Alter als Chance statt als Defizit sehen
Sind Rentnerinnen und Rentner ganz im Unrecht, wenn sie sich selber anhand ihrer finanziellen Situation als eine Art Gnadenempfänger empfinden, die man am besten durch harmlose Beschäftigungen und Unterhaltungen bei Laune hält? Einige Angebote gibt es ja. Aber möchte der in Ehren ergraute Mensch das Rentenalter mit Beschäftigung zur Vermeidung einer Depression verbringen, wo er doch den bisher grössten Teil seines Lebens damit verbracht hat, etwas Sinnvolles zu tun, das anderen nützlich war? Nicht umsonst jedenfalls bezeichnen Satiriker das Renten-Bezugsdatum als gesetzlich vorgesehenes Datum, um am zweckmässigsten den Löffel abzugeben. Aber Rente abkassieren und auf der faulen Haut liegen? Von wegen! Die Bevölkerung hat vom Alter ein falsches Bild, sagt der Altersforscher Mario Störkle von der Hochschule Luzern. Seine Studie zeigt: In vielen Lebensbereichen sind Seniorinnen und Senioren «systemrelevant». «Ältere Menschen entdecken oftmals im Alter ihre altruistische Seite neu und erkennen in der gemeinnützigen Arbeit eine Chance, die Gesellschaft mitzugestalten», sagt Störkle. Ältere Menschen seien denn auch prädestiniert für freiwilliges Engagement. Einerseits bringen sie häufig viel Erfahrung mit beim Ausüben einer Tätigkeit – oftmals wählen sie für ihre Freiwilligenarbeit einen Bereich, in dem sie ihre frühere berufliche Tätigkeit weiterführen können, beispielsweise als ehemalige Lehrerin im Nachhilfeunterricht für Kinder. Andererseits haben Pensionierte mehr Zeit und Freiheit, ihren Alltag so zu gestalten, wie sie möchten. «Diesen Umstand nutzen sie, um sich in einem völlig neuen Umfeld freiwillig zu engagieren und so auch andere Menschen und deren Lebenswelten kennenzulernen», so der HSLU-Experte. «Wir als Gesellschaft tun gut daran, im Alter eher eine Chance als ein Defizit und unsere älteren Mitmenschen als gesellschaftliche Stütze statt als Last zu sehen», zitiert der Autor des Beitrags, Saverio Genzoli, den Altersforscher Störkle.1
Zurück zu den Enkelkindern: Bereits eine ältere liechtensteinische Studie 2 hatte den Beleg erbracht, wie wichtig die Kontakte der Senioren zu den Enkeln sind; die Anzahl Betreuungsstunden wurde allerdings nicht erfasst. Da geht es nicht nur um Entlastung der Eltern dieser Enkel, sondern auch um die positive psychologische Rolle von Grosseltern für ihre Enkel.3 Nicht zuletzt engagieren sich Ältere besonders stark in der Betreuung von Enkelkindern und pflegebedürftigen Verwandten. Ein Blick in den Freiwilligen-Monitor zeigt: Das vielzitierte «Enkelhüten» ist nicht einfach ein Klischee, sondern macht einen beachtlichen Teil des informellen Engagements der Bevölkerung aus. Kinderbetreuung wird in Liechtenstein wie in der Schweiz am zweithäufigsten von der Altersgruppe der 60- bis 74-Jährigen geleistet, direkt nach den 30- bis 44-Jährigen.4
1 Vgl. Altwerden: Lust oder Frust? Eine Herausforderung für die Psychologie. 7. Brixener Tage für Psychologen der Arbeitsgemeinschaft Deutschsprachiger Psychologenverbände.

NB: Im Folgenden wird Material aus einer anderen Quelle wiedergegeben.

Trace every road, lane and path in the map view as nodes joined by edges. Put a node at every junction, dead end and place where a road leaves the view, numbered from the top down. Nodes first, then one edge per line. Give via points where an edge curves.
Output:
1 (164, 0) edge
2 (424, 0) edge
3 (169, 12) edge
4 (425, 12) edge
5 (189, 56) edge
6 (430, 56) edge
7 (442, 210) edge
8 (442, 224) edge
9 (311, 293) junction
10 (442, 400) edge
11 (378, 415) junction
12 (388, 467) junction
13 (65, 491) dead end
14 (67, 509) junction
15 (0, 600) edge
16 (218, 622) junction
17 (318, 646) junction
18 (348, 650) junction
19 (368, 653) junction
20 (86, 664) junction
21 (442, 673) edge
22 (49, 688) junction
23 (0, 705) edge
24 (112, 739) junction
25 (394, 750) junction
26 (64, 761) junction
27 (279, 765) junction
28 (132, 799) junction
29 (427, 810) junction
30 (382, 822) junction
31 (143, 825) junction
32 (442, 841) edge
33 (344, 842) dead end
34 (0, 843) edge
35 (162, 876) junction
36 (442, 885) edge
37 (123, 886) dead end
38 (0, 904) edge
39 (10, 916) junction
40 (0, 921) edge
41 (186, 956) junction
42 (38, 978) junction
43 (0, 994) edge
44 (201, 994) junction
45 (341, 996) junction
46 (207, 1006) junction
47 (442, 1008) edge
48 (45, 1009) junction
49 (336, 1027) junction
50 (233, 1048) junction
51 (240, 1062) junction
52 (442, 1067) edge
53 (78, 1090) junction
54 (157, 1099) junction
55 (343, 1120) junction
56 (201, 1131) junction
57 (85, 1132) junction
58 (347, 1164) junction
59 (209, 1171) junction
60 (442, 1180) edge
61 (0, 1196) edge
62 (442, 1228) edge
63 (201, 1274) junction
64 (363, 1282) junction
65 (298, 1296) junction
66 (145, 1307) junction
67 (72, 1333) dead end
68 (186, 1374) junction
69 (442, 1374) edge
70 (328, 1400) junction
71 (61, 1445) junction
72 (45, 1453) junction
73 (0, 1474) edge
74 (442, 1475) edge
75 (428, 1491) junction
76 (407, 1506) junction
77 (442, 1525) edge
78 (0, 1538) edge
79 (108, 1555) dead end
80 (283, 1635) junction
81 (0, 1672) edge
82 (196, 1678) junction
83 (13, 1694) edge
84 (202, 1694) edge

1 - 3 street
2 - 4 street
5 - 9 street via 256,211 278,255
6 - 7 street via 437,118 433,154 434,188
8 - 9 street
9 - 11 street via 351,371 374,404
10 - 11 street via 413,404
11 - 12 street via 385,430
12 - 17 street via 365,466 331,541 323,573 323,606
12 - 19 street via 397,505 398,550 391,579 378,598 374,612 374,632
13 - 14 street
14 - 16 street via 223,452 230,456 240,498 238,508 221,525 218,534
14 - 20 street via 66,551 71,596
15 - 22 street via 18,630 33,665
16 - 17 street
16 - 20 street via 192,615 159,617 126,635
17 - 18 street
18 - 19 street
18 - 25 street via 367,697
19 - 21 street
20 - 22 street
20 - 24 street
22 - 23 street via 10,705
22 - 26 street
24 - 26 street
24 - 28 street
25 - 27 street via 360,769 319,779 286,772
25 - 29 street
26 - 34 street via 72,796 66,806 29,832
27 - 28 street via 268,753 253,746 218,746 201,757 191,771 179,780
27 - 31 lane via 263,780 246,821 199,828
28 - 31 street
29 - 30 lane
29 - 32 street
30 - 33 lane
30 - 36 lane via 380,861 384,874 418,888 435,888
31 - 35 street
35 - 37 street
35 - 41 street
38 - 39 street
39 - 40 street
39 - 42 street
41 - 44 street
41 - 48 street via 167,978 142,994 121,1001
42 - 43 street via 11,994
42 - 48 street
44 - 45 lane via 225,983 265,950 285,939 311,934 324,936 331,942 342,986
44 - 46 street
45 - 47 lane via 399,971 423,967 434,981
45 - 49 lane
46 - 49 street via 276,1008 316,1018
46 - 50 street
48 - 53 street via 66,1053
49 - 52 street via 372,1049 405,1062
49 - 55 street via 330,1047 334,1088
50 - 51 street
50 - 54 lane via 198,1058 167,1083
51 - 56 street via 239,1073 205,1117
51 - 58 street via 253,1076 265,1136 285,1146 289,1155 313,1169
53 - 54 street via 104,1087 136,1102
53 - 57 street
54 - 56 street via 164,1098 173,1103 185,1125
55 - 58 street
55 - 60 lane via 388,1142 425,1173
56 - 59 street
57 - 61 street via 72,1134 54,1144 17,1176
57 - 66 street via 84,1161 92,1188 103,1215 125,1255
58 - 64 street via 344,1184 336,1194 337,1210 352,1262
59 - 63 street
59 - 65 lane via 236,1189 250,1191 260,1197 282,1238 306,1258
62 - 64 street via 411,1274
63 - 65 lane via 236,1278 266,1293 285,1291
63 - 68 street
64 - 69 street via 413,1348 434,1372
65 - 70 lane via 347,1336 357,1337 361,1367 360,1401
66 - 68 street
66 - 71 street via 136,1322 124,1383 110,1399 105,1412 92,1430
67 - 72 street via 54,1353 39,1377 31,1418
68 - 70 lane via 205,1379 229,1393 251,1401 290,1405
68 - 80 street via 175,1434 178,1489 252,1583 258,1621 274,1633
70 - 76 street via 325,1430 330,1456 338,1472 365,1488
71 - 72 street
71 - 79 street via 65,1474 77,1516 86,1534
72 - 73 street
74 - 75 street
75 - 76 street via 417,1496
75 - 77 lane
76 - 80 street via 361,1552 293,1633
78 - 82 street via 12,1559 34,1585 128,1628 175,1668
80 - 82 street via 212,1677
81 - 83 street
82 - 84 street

2 U. Baumann, M. Büchel, R. Schneider: Alter – Chancen und Grenzen; Bericht zur Tagung im Fürstentum Liechtenstein am 2. Oktober 2003; LAK, Stiftung Liechtensteinische Alters- und Krankenhilfe, S. 33.
3 Umgekehrt zeigte sich in der liechtensteinischen Jugendstudie 2006, dass die Grosseltern für die Jugendlichen zu den allerwichtigsten Bezugspersonen gehören.
4 Literatur: Alter – Chancen und Grenzen; Bericht zur Tagung im Fürstentum Liechtenstein am 2. Oktober 2003; LAK, Stiftung Liechtensteinische Alters- und Krankenhilfe.